The first shock delivered by this engrossing documentary is probably the queasy jolt of recognition. Hans Jürgen Höss, the now elderly son of the Nazi Auschwitz commandant Rudolf Höss (who was executed in 1947), is taken to see his childhood home: the wartime house with its “paradise flower garden” just next to the camp, where the Höss family lived their grotesquely placid and innocent existence, all unaware – or so they said – of what was going on just over the wall. This is the house and garden re-created in detailed replica not far from the original site by film-maker Jonathan Glazer and production designer Chris Oddy for the chilling, Oscar-winning film The Zone of Interest; for those who have seen that film there is a bizarre, intestinal shock in seeing the house again, like a satanic sequel.

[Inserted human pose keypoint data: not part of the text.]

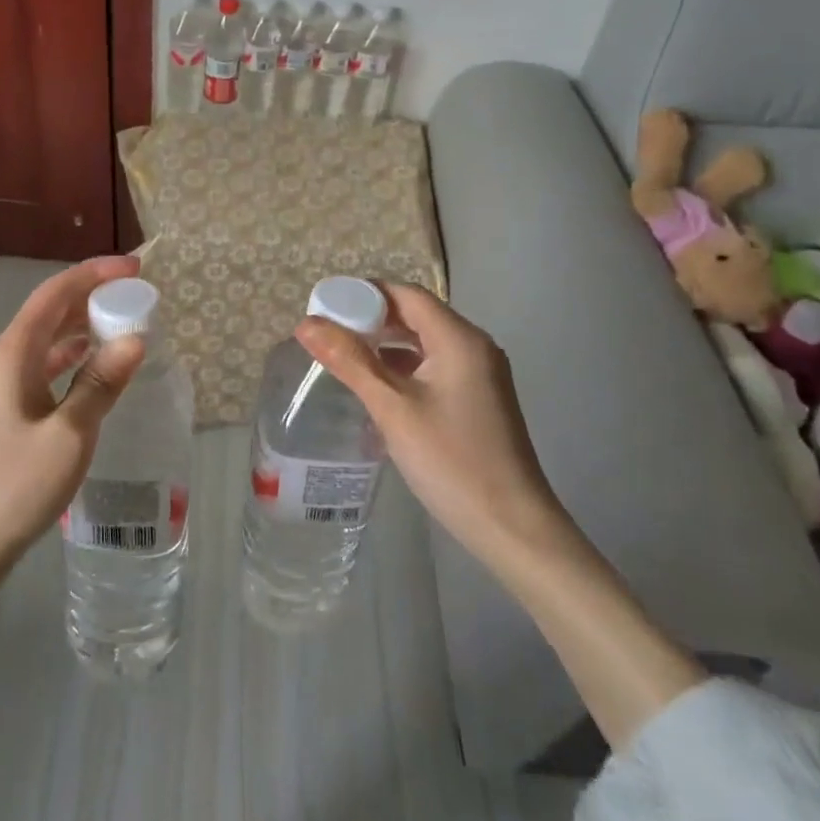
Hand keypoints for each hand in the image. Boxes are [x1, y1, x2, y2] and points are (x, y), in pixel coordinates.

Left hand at [0, 255, 145, 611]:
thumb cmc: (13, 486)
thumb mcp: (69, 435)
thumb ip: (101, 383)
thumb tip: (135, 339)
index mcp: (12, 353)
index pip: (55, 293)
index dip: (94, 274)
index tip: (135, 268)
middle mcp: (2, 359)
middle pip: (50, 311)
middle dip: (93, 297)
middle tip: (137, 297)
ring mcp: (0, 385)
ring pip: (47, 340)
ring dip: (83, 328)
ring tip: (125, 326)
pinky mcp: (4, 410)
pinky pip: (43, 367)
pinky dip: (72, 358)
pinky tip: (95, 368)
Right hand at [297, 284, 565, 565]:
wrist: (512, 528)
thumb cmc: (451, 461)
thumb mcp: (393, 408)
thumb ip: (349, 361)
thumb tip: (307, 324)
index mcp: (459, 339)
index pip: (406, 294)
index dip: (364, 293)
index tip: (325, 305)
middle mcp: (473, 347)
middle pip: (416, 315)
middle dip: (371, 318)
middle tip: (327, 332)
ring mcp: (479, 374)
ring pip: (424, 342)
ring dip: (386, 344)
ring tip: (343, 356)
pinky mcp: (477, 399)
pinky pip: (434, 366)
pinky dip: (403, 367)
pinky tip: (377, 386)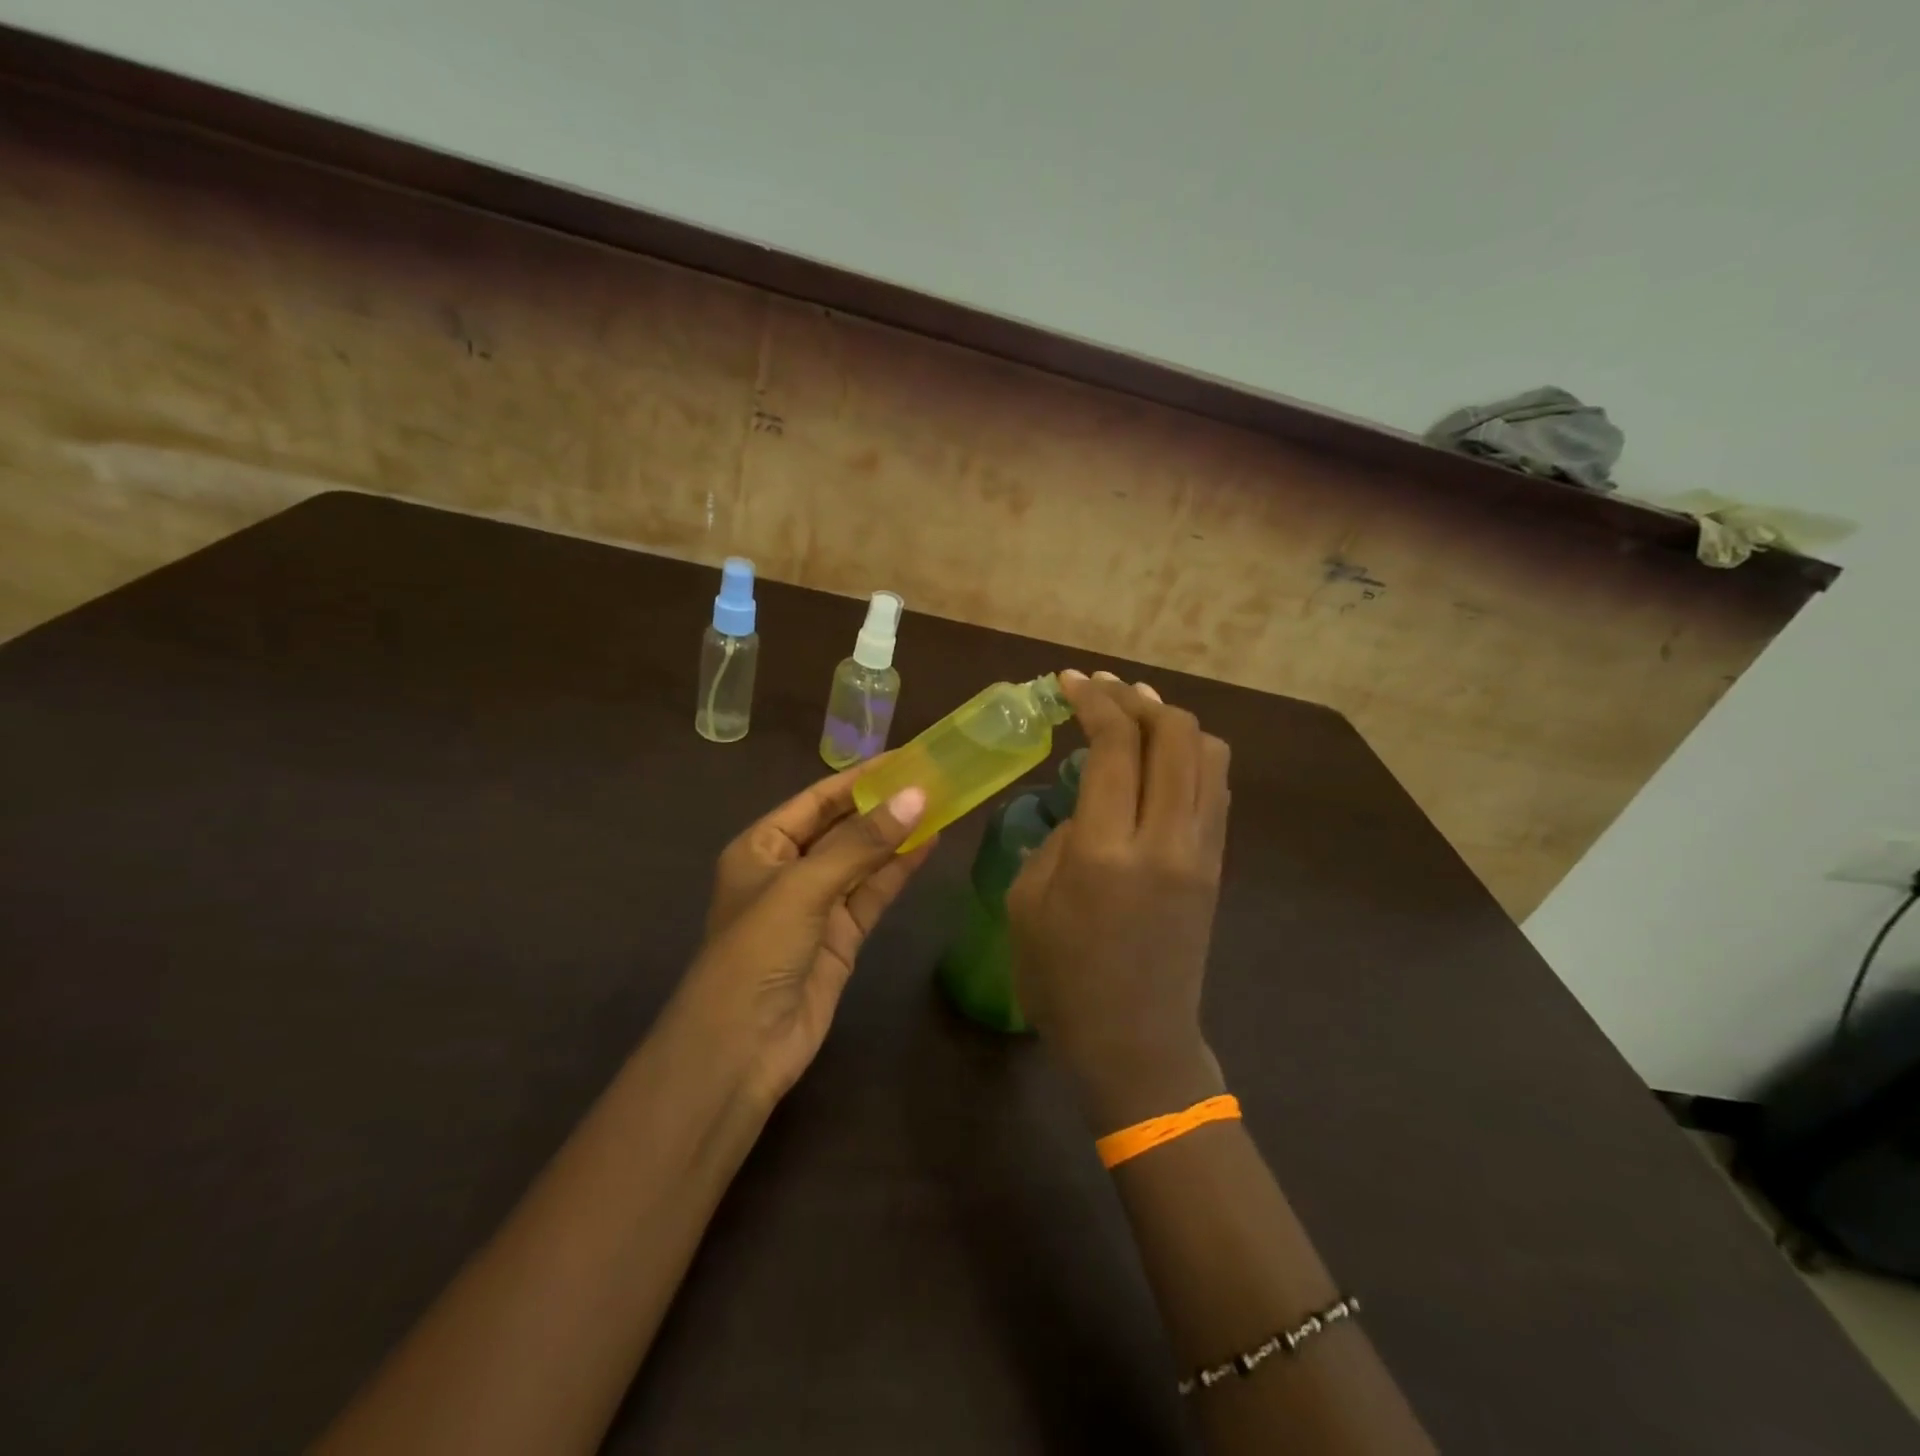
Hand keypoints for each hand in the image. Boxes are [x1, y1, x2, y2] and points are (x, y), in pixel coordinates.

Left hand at [677, 769, 935, 1107]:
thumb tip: (917, 796)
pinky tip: (929, 845)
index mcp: (762, 847)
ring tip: (941, 804)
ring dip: (897, 836)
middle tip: (933, 778)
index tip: (905, 757)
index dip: (860, 778)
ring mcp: (816, 906)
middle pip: (842, 828)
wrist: (741, 1048)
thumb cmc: (758, 950)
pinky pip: (873, 894)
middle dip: (883, 806)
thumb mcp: (804, 886)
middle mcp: (788, 870)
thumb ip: (862, 843)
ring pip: (863, 860)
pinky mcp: (841, 938)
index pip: (817, 800)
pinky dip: (899, 871)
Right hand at [1008, 671, 1231, 1132]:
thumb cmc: (1062, 982)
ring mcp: (1201, 851)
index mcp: (1106, 851)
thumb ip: (1058, 838)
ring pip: (1208, 753)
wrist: (1136, 1044)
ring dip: (1172, 720)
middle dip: (1135, 698)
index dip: (1093, 700)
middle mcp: (1165, 839)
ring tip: (1135, 713)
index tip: (1068, 681)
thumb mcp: (1027, 903)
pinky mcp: (1216, 866)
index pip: (1114, 745)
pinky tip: (1160, 758)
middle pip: (1174, 733)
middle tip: (1101, 690)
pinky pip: (1215, 788)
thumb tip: (1088, 804)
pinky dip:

But this documentary is also interesting in its suggestions that their eerie obliviousness was part of a larger postwar position chosen by many Germans to minimise guilt-by-association and that this dysfunctional blindness, though a brilliant metaphor in the film, may not have been the exact literal truth, even for the children. No one here is asked if they’ve seen The Zone of Interest, incidentally, but the phrase is used a couple of times in the introductory titles and the film undoubtedly casts its own shadow.

Film-maker Daniela Volker speaks to Hans Jürgen and to his son, Kai Höss, who is now a Christian pastor living in southern Germany working a good deal with US military personnel; his English accent slips into an American Bible-belt twang when speaking from the pulpit. Remarkably, the London-based Holocaust survivor Anita Lasker-Wallfisch agreed to meet the two men in her own home, in the presence of her daughter Maya. Both men are quiet and thoughtful and full of contrition, and it was clearly in some ways a healing encounter; Lasker-Wallfisch calls it “beautiful”. It is very different, for example, to a scene in the Oscar-winning 1998 documentary The Last Days, which brought together Nazi doctor Hans Münch and the sister of an Auschwitz survivor; Münch, so far from providing healing or closure, becomes chillingly evasive and irritable when she presses him on details.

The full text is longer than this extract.